Inline assembler

C and C++ allows adding assembler inside functions, so that some very low-level operations can be done. This is sometimes used for optimizations, but sometimes also to do things that C and C++ can not do otherwise. Storm also provides this functionality, but instead of being a core part of the compiler, it is simply implemented as a library.

The inline assembler is located in lang:asm, and is therefore implemented as any other language in the compiler. This means that .asm-files can be created and used directly with the assembler (not implemented yet). The assembler language also works as a language extension and can therefore be embedded inside other languages.

Separate files

This is not supported yet. Creating .asm-files will result in the compiler issuing a warning about a missing reader class for asm.

Inline

To use the assembler inside of Basic Storm, simply use lang:asm, and you can use the asm{} block to write inline assembly code. The asm block does not return anything, and when evaluated it will simply execute the instructions written inside the block. Any local variables within the current scope are visible inside the asm block as well, and can be accessed as if they were regular registers.

The following function uses inline assembler to add two integer variables:

use lang:asm;

Int asmAdd(Int a, Int b) {
    Int r;
    asm {
        mov eax, a;
        add eax, b;
        mov r, eax;
    }
    r;
}

Semantics

The assembler does not generate machine code directly, instead it generates an intermediate representation that is similar to bytecode in other languages. This bytecode is heavily inspired from the X86 instruction set, but has some differences which aims to make the bytecode portable. Bytecode is never interpreted, it is always translated into machine code before it is executed.

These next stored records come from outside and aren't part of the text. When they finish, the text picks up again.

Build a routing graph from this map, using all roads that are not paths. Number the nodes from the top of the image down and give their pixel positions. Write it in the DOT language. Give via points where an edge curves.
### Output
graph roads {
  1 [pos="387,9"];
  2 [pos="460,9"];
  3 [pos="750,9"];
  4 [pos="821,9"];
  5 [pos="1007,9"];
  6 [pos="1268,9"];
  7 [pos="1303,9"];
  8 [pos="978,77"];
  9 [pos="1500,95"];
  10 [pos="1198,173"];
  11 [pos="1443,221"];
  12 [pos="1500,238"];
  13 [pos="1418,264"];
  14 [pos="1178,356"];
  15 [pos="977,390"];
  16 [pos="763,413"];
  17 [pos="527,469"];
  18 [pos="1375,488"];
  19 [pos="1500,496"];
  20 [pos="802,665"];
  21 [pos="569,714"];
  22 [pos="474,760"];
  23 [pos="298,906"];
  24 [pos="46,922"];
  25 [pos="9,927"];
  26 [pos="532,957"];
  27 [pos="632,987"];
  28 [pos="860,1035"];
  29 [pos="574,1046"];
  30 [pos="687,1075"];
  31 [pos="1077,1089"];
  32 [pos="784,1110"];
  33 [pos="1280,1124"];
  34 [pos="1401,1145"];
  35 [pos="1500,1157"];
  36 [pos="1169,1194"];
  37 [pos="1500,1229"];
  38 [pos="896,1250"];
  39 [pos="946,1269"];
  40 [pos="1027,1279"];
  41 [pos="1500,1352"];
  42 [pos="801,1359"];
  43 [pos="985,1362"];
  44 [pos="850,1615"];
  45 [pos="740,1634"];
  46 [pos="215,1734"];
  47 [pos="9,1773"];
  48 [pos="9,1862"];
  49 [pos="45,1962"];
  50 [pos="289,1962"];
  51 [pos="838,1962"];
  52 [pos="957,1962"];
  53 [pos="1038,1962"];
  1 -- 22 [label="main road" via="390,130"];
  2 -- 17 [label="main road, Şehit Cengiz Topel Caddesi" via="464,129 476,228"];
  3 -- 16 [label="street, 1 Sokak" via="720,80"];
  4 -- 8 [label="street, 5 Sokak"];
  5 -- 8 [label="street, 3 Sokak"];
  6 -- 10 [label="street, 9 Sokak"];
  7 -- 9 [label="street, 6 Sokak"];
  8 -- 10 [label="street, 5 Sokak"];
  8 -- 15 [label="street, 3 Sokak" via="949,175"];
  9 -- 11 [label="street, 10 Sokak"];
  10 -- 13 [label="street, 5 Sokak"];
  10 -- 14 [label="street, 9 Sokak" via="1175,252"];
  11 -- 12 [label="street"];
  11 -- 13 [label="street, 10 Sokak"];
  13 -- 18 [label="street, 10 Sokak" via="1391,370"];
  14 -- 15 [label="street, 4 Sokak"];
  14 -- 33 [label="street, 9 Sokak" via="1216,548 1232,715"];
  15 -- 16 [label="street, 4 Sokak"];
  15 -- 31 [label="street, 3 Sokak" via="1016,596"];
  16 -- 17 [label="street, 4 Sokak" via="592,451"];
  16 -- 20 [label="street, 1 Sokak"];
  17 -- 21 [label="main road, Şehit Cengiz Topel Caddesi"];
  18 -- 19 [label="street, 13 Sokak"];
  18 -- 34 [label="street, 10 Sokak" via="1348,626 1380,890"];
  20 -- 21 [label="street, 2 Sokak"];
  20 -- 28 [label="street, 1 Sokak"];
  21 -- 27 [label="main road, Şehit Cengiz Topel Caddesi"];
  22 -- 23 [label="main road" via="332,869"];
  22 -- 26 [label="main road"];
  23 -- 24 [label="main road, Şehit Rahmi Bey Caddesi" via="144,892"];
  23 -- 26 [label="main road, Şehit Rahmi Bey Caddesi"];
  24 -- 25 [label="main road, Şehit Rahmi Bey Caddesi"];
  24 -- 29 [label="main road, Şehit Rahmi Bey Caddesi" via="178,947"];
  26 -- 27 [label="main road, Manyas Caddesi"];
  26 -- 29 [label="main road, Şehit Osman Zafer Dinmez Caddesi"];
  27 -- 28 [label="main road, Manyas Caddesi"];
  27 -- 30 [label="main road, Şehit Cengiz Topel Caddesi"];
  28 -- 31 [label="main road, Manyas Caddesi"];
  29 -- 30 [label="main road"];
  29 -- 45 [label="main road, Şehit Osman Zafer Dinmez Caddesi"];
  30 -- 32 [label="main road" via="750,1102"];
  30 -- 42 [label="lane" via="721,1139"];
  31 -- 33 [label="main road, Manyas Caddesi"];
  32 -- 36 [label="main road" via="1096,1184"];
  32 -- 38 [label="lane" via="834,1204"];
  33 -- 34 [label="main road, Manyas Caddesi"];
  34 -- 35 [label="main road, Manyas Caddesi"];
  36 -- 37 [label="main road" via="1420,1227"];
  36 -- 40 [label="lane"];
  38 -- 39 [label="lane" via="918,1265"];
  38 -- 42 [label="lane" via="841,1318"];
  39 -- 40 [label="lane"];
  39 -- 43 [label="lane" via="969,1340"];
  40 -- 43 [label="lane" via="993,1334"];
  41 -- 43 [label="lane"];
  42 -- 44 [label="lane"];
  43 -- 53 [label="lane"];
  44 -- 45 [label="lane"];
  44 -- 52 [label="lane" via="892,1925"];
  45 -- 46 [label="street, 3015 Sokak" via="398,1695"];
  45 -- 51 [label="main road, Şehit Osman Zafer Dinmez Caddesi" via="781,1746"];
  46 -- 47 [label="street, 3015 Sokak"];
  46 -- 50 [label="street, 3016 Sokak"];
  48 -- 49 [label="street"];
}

In the bytecode, there are four different data sizes, 1 byte (Byte), 4 bytes (Int), 8 bytes (Long) and pointer-size. Trying to mix different data types in the same instruction will fail, except for some instructions (for example when taking the address of something or casting). Function calls also have a special form.

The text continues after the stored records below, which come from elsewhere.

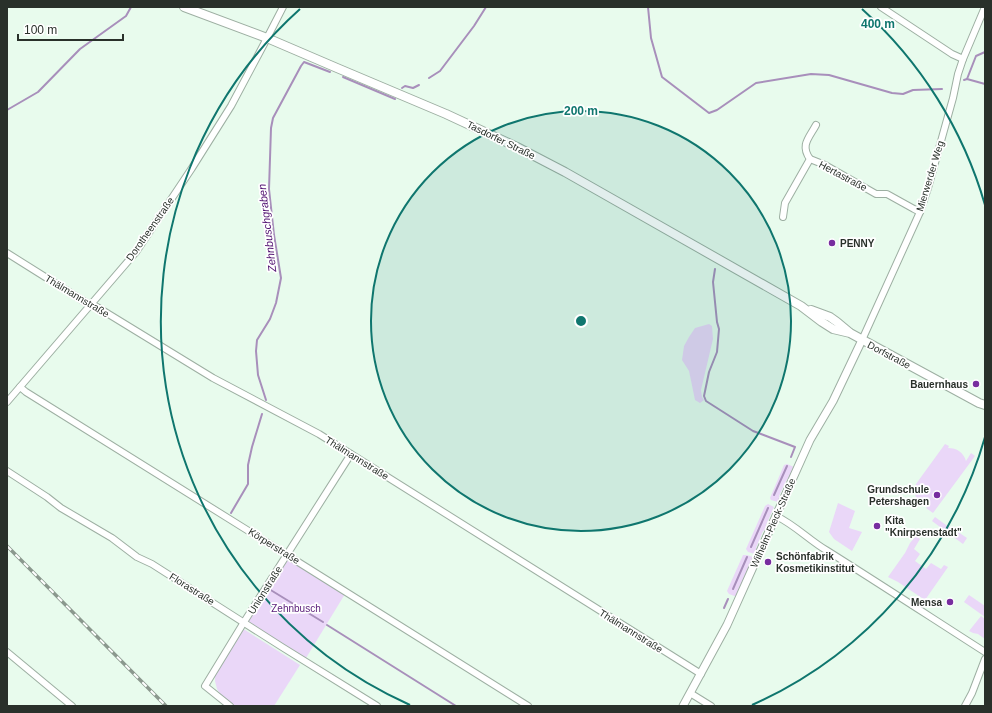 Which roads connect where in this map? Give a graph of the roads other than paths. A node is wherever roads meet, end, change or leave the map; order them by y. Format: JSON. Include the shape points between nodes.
{"nodes":[{"id":1,"x":184,"y":7,"type":"edge"},
{"id":2,"x":282,"y":7,"type":"edge"},
{"id":3,"x":881,"y":7,"type":"edge"},
{"id":4,"x":985,"y":7,"type":"edge"},
{"id":5,"x":267,"y":38,"type":"junction"},
{"id":6,"x":963,"y":59,"type":"junction"},
{"id":7,"x":816,"y":125,"type":"dead end"},
{"id":8,"x":810,"y":159,"type":"junction"},
{"id":9,"x":920,"y":212,"type":"junction"},
{"id":10,"x":783,"y":217,"type":"dead end"},
{"id":11,"x":7,"y":253,"type":"edge"},
{"id":12,"x":91,"y":304,"type":"junction"},
{"id":13,"x":862,"y":340,"type":"junction"},
{"id":14,"x":20,"y":387,"type":"junction"},
{"id":15,"x":7,"y":402,"type":"edge"},
{"id":16,"x":983,"y":406,"type":"edge"},
{"id":17,"x":351,"y":454,"type":"junction"},
{"id":18,"x":7,"y":472,"type":"edge"},
{"id":19,"x":776,"y":516,"type":"junction"},
{"id":20,"x":288,"y":555,"type":"junction"},
{"id":21,"x":244,"y":622,"type":"junction"},
{"id":22,"x":7,"y":652,"type":"edge"},
{"id":23,"x":985,"y":652,"type":"edge"},
{"id":24,"x":985,"y":659,"type":"edge"},
{"id":25,"x":701,"y":674,"type":"junction"},
{"id":26,"x":690,"y":693,"type":"junction"},
{"id":27,"x":72,"y":706,"type":"edge"},
{"id":28,"x":230,"y":706,"type":"edge"},
{"id":29,"x":377,"y":706,"type":"edge"},
{"id":30,"x":528,"y":706,"type":"edge"},
{"id":31,"x":683,"y":706,"type":"edge"},
{"id":32,"x":712,"y":706,"type":"edge"},
{"id":33,"x":965,"y":706,"type":"edge"}],
"edges":[{"from":1,"to":5,"type":"main road","name":"Tasdorfer Straße"},
{"from":2,"to":5,"type":"street","name":"Dorotheenstraße"},
{"from":3,"to":6,"type":"street"},
{"from":4,"to":6,"type":"street","name":"Mierwerder Weg"},
{"from":5,"to":12,"type":"street","name":"Dorotheenstraße","via":[[231,106],[162,214],[136,252]]},
{"from":5,"to":13,"type":"main road","name":"Tasdorfer Straße","via":[[517,147],[801,306],[830,317]]},
{"from":6,"to":9,"type":"street","name":"Mierwerder Weg"},
{"from":7,"to":8,"type":"street","name":"Hertastraße","via":[[806,142],[805,148]]},
{"from":8,"to":9,"type":"street","name":"Hertastraße","via":[[876,194],[887,194]]},
{"from":8,"to":10,"type":"street","name":"Hertastraße","via":[[784,203]]},
{"from":9,"to":13,"type":"street","name":"Mierwerder Weg"},
{"from":11,"to":12,"type":"street","name":"Thälmannstraße"},
{"from":12,"to":14,"type":"street","name":"Dorotheenstraße"},
{"from":12,"to":17,"type":"street","name":"Thälmannstraße","via":[[213,378],[319,434]]},
{"from":13,"to":16,"type":"main road","name":"Dorfstraße"},
{"from":13,"to":19,"type":"street","name":"Wilhelm-Pieck-Straße","via":[[833,401],[810,440]]},
{"from":14,"to":15,"type":"street","name":"Dorotheenstraße"},
{"from":14,"to":20,"type":"street","name":"Körperstraße"},
{"from":17,"to":20,"type":"street","name":"Unionstraße"},
{"from":17,"to":25,"type":"street","name":"Thälmannstraße"},
{"from":18,"to":21,"type":"street","name":"Florastraße","via":[[70,514],[94,526],[137,557]]},
{"from":19,"to":23,"type":"street"},
{"from":19,"to":25,"type":"street","name":"Wilhelm-Pieck-Straße","via":[[727,624]]},
{"from":20,"to":21,"type":"street","name":"Unionstraße"},
{"from":20,"to":30,"type":"street","name":"Körperstraße"},
{"from":21,"to":28,"type":"street","name":"Unionstraße","via":[[205,686]]},
{"from":21,"to":29,"type":"street","name":"Florastraße"},
{"from":22,"to":27,"type":"street"},
{"from":24,"to":33,"type":"street"},
{"from":25,"to":26,"type":"street","name":"Wilhelm-Pieck-Straße"},
{"from":26,"to":31,"type":"street","name":"Wilhelm-Pieck-Straße"},
{"from":26,"to":32,"type":"street"}]}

It is worth to notice that some of the limitations in X86 assembly does not exist in the bytecode. For example, it is not possible to have both a source and a destination operand in memory in raw X86 assembly, but the code generation solves this by emitting extra instructions as necessary. The code generation always takes care of preserving any registers when doing these kind of things, which means that it is entirely transparent.